De pronto, como atraído por una piedra imán, volteó y me miró con una expresión cándida y familiar que me hizo olvidar por unos instantes mi sufrimiento y concentrarme en sus hermosos ojos color marrón.

Se levantó dispuesto a ir hacia mí.

Les juro señores que en ese momento el mundo se silenció, el frío se detuvo y el hedor desapareció para dar paso al aroma más exquisito que he percibido en toda mi vida. Lo único que persistió fue mi molestia a la luz, casi cegadora, que estoy seguro, emanaba del muchacho.


... To be continue.

SKRIABIN YEVGUÉNIEVICH (primera entrega)

Aunque no me lo preguntaran a mí me interesaba decirlo, hacerle saber al mundo que mi profesión era la de un bufón, algunos se echaban a reír y otros me daban la espalda con una cara de asco o algo parecido. ¿Qué si no sentía rabia? No, ya estoy acostumbrado a las ofensas; incluso creo que de entre todas las profesiones a mí me tocó la de hacerle saber a los demás que hay existencias más miserables que las de ellos: la mía, por ejemplo. Al verme, la gente se siente mejor porque ven en mí a un ser inferior que los hace parecer mínimamente más afortunados. Les digo que ese trato para mí es de lo más normal.

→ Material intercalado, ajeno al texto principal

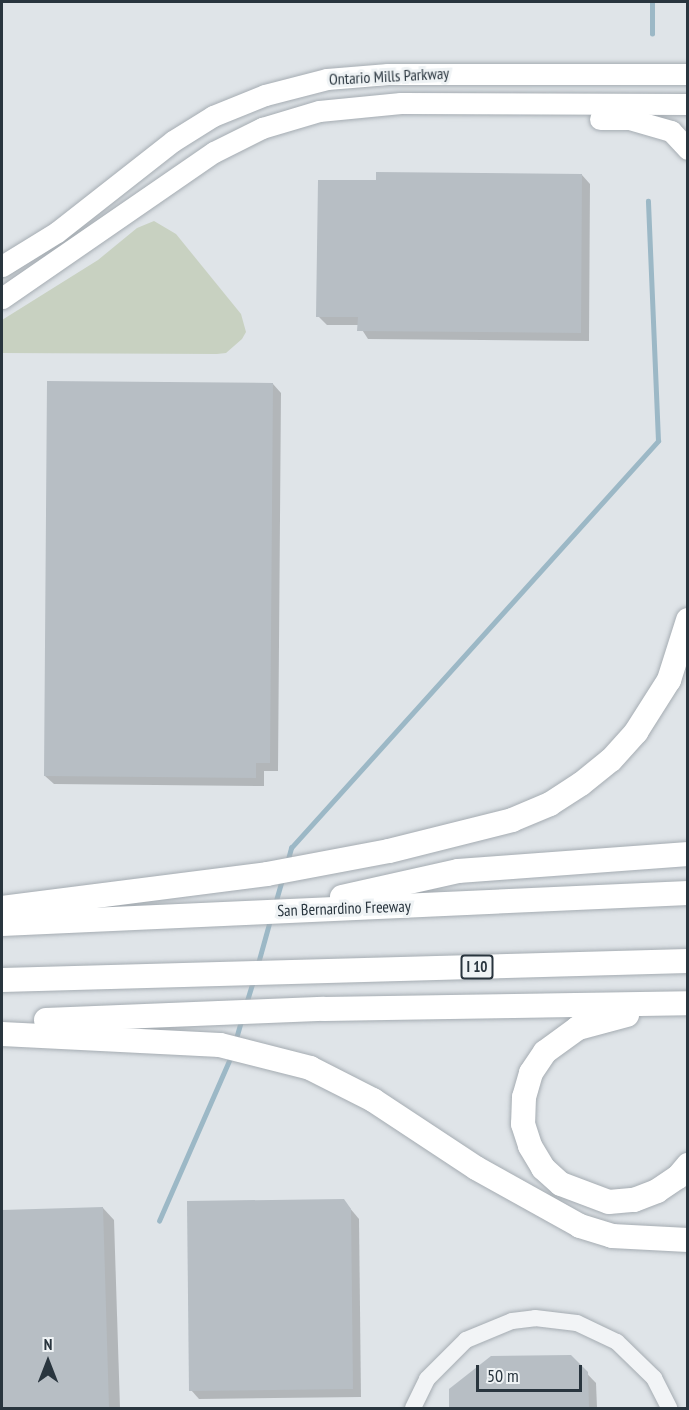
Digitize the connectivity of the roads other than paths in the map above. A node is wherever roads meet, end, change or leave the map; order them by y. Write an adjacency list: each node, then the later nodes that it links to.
1 (514, 72): 2 (main road, Ontario Mills Parkway); 3 (main road); 7 (main road, Ontario Mills Parkway)
2 (687, 74)
3 (401, 103): 5 (main road, Ontario Mills Parkway); 8 (main road, Ontario Mills Parkway)
4 (687, 104): 5 (main road, Ontario Mills Parkway)
5 (563, 106): 6 (main road)
6 (687, 149)
7 (2, 266)
8 (2, 298)
9 (687, 620): 12 (highway)
10 (687, 854): 13 (highway)
11 (687, 893): 13 (highway, San Bernardino Freeway)
12 (2, 908)
13 (284, 910): 14 (highway, San Bernardino Freeway)
14 (2, 924)
15 (687, 961): 16 (highway, I 10)
16 (2, 980)
17 (687, 1003): 19 (highway)
18 (687, 1010): 21 (highway)
19 (2, 1022)
20 (2, 1034): 22 (highway)
21 (687, 1165)
22 (687, 1240)
23 (413, 1408): 24 (street)
24 (669, 1408)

Pero no los convoqué para hablarles de mi profesión, no, ese es tema que espero poder comentarles a detalle en un futuro, porque causar lástima y repulsión tiene su ciencia. El motivo del fluir de mis palabras es uno mucho más complejo.

Verán, yo… he matado a un hombre… lo he matado a sangre fría y he huido como un cobarde. Lo digo y me estremece la lucidez con que declaro este hecho

No siento remordimiento y eso me sobrecoge porque quizá esté muerto y aún no me he dado cuenta, dicen que cuando uno muere sorpresivamente su alma cae en la cuenta tiempo después. Pero si estuviera muerto no me sobrecogería y, sobre todo, no sentiría esta insoportable sed. Como quisiera beber un poco de agua, aunque fuese de lluvia…

¡Ahhh!, perdonarán mi desvarío pero me ha dado una suerte de fiebre que me hace hilar mis pensamientos rizomáticamente. Pues bien, como les dije antes, he matado a un hombre.

Desde que salí de mi casa sentí un aire malsano, respiraba pero no sentía la satisfacción que dan un par de pulmones llenos hasta el tope, sino que ese aire me raspaba la garganta y lejos de refrescarme, me asfixiaba sutilmente. Con todo y ese aire malsano debía salir por la leña porque, como ustedes sabrán, los inviernos acá en la montaña son terribles. Se hielan los dedos y si uno no los mueve pueden congelarse y quebrarse como vidrio.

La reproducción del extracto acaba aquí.